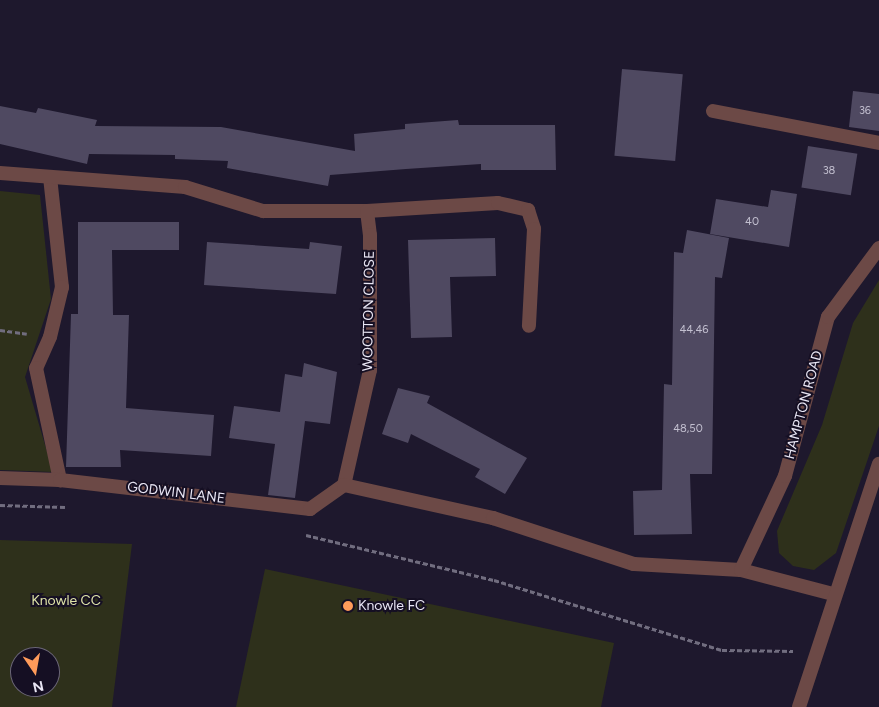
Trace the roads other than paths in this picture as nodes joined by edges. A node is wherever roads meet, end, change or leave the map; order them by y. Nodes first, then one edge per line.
1 (713, 111) dead end
2 (879, 143) edge
3 (0, 173) edge
4 (50, 177) junction
5 (366, 211) junction
6 (879, 248) edge
7 (528, 326) dead end
8 (879, 464) edge
9 (0, 478) edge
10 (60, 480) junction
11 (344, 485) junction
12 (741, 570) junction
13 (834, 594) junction
14 (799, 707) edge

1 - 2 street
3 - 4 street
4 - 5 street
4 - 10 street
5 - 7 street
5 - 11 street, WOOTTON CLOSE
6 - 12 street, HAMPTON ROAD
8 - 13 street
9 - 10 street, GODWIN LANE
10 - 11 street, GODWIN LANE
11 - 12 street
12 - 13 street
13 - 14 street

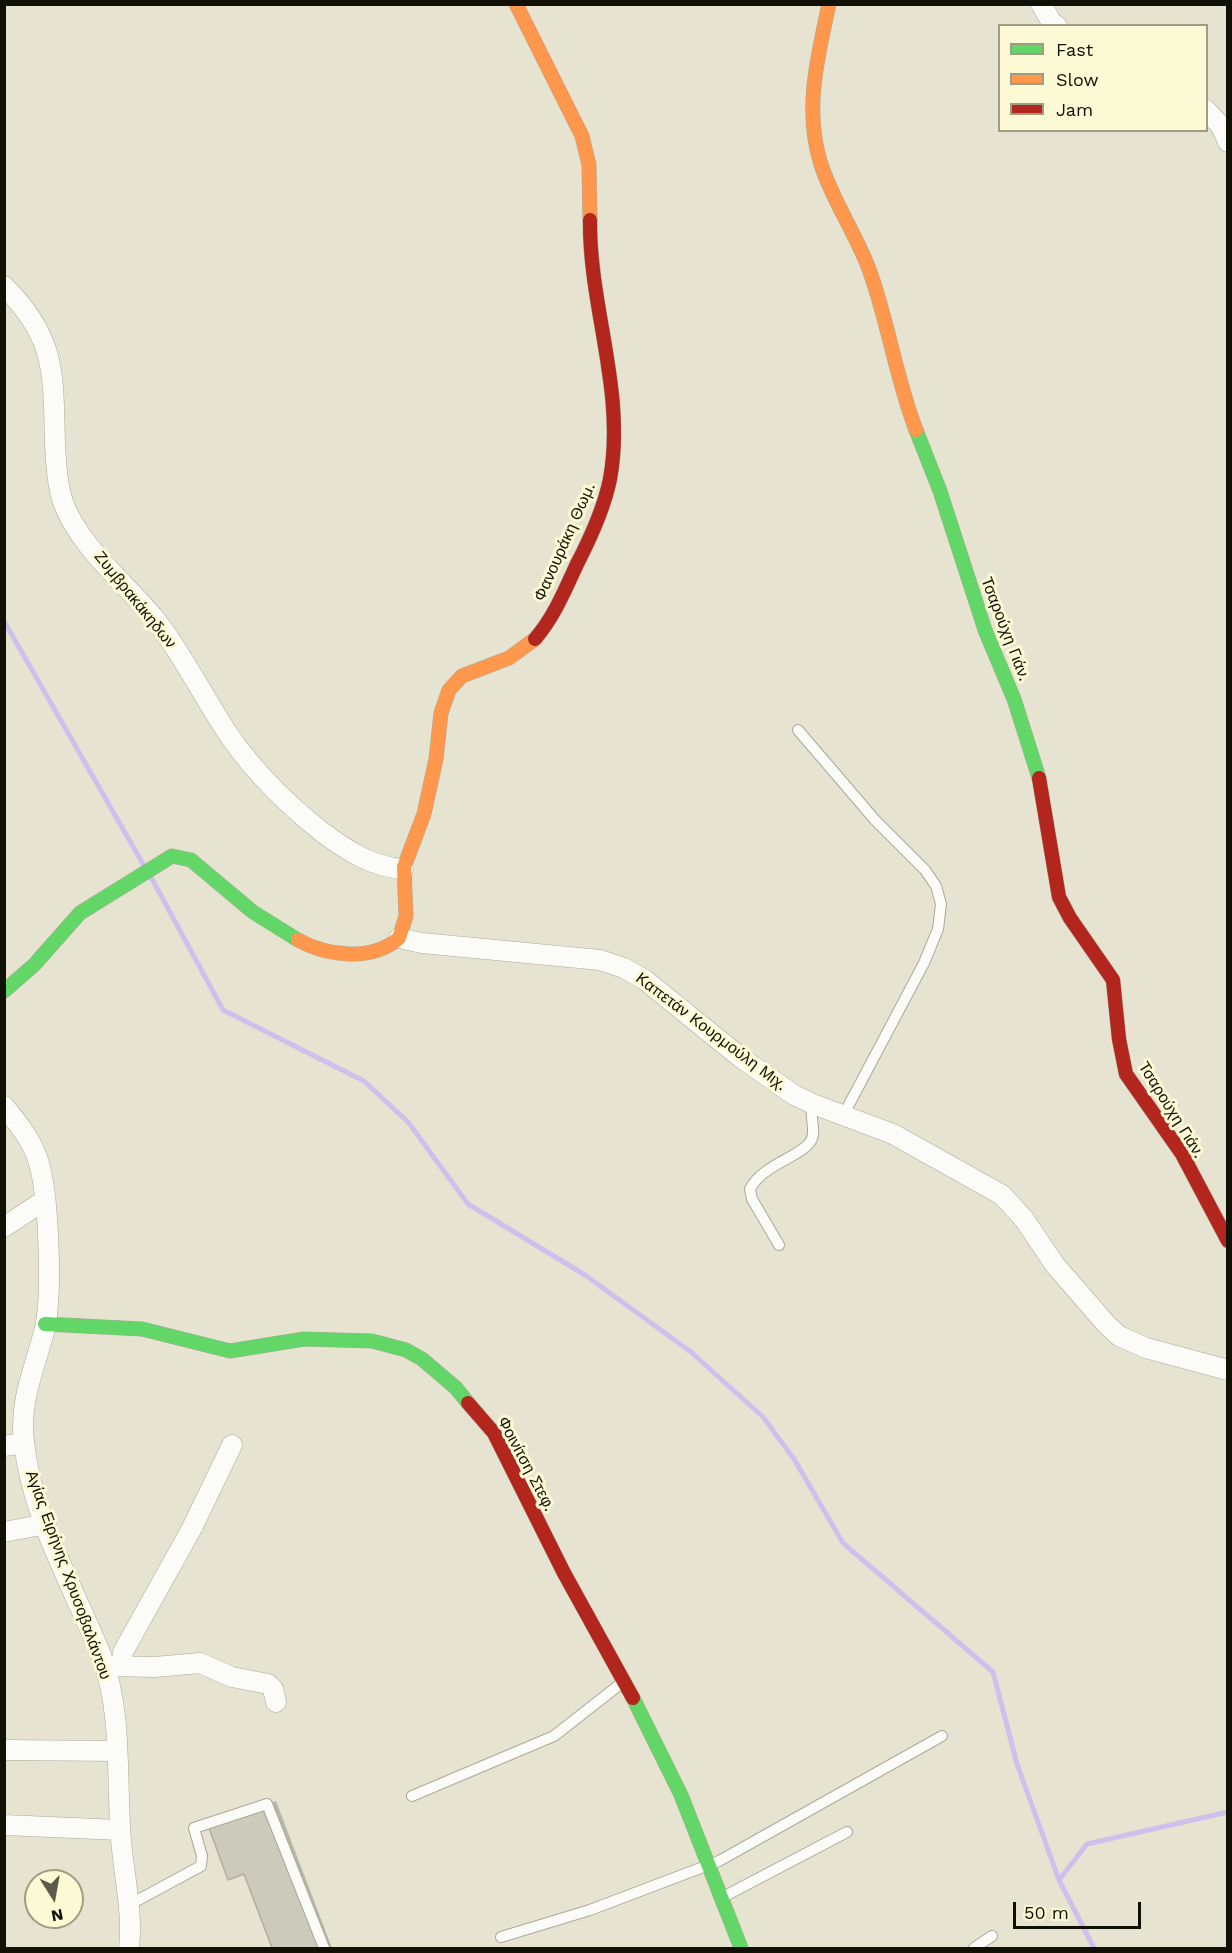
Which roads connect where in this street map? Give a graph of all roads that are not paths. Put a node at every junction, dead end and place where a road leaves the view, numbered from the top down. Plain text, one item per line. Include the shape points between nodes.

What the task asks ::
Please restate the data word for word, leaving out any picture it holds.

Answer section ::
Trace the roads other than paths in this picture as nodes joined by edges. A node is wherever roads meet, end, change or leave the map; order them by y. Nodes first, then one edge per line.
1 (713, 111) dead end
2 (879, 143) edge
3 (0, 173) edge
4 (50, 177) junction
5 (366, 211) junction
6 (879, 248) edge
7 (528, 326) dead end
8 (879, 464) edge
9 (0, 478) edge
10 (60, 480) junction
11 (344, 485) junction
12 (741, 570) junction
13 (834, 594) junction
14 (799, 707) edge

1 - 2 street
3 - 4 street
4 - 5 street
4 - 10 street
5 - 7 street
5 - 11 street, WOOTTON CLOSE
6 - 12 street, HAMPTON ROAD
8 - 13 street
9 - 10 street, GODWIN LANE
10 - 11 street, GODWIN LANE
11 - 12 street
12 - 13 street
13 - 14 street

Which roads connect where in this street map? Give a graph of all roads that are not paths. Put a node at every junction, dead end and place where a road leaves the view, numbered from the top down. Plain text, one item per line. Include the shape points between nodes.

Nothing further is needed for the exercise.